7. The Apex Court in the aforesaid judgment has clearly indicated that the authorities while considering an application under Section 16(3) are required to examine what is the primary object for which such land was being used or is capable of being used and if it is found that the land was being retained by the transferor or was being transferred to another person for a purpose and object, which is not connected with agriculture, then an application under Section 16(3) should not be entertained. The present case is required to be examined on the touchstone of the decisions, laid down by the Apex Court in the aforesaid judgment. There is a concurrent finding of fact by respondent Nos. 4 and 3 that the land is situated within one mile from Garhwa town and houses have come up on both the sides of this land. It has also come in evidence that three houses have been constructed, adjoining the land in dispute.

8. Learned Counsel appearing for respondent No. 5 has vehemently argued that the authorities below have returned the findings merely on the basis of surmises and conjectures and affidavits, filed by the parties, without allowing them to lead oral evidence. With a view to support his contention, learned Counsel appearing for respondent No. 5 has relied upon the provisions of Section 33 of the Bihar Land Ceiling Act, which, inter alia, provides for holding an enquiry by the authorities under the Act and for the purposes of making an enquiry the authorities have been vested with the power under the Code of Civil Procedure for trying a suit for the purpose i.e. (a) admission of evidence by affidavits; (b) summoning and enforcing the attendance of any person and examining him on oath; (c) compelling the production of documents; and (d) award of costs.

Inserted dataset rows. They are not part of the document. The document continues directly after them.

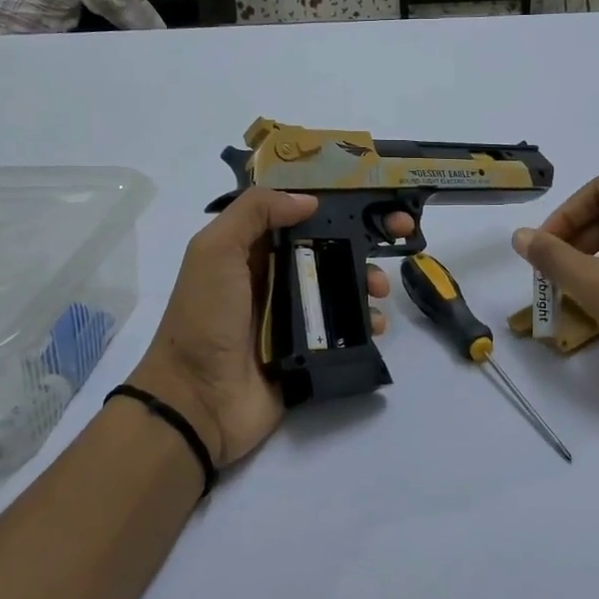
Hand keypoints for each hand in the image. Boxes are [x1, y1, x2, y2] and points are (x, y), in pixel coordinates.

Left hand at [127, 189, 409, 467]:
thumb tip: (309, 201)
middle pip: (329, 248)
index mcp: (253, 251)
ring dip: (368, 281)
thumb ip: (254, 213)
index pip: (300, 216)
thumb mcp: (215, 251)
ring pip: (342, 287)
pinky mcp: (310, 350)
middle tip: (401, 234)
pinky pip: (346, 330)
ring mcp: (294, 316)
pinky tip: (376, 324)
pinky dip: (367, 323)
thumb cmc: (204, 317)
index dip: (336, 203)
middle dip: (365, 239)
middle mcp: (276, 277)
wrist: (197, 400)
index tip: (373, 198)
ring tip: (379, 290)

9. Based on the aforesaid provisions, it is contended that both the sides had filed affidavits. The affidavit, filed by respondent No. 5, clearly indicates that the land was being used for agriculture purposes whereas the affidavit from the other side indicates that houses have come up on the sides of the land, in question. According to him, the affidavits were not sufficient to arrive at a conclusion regarding the urbanization of the property. It is, accordingly, stated that the courts below should have asked for oral evidence to appreciate the facts regarding the urbanization of the area.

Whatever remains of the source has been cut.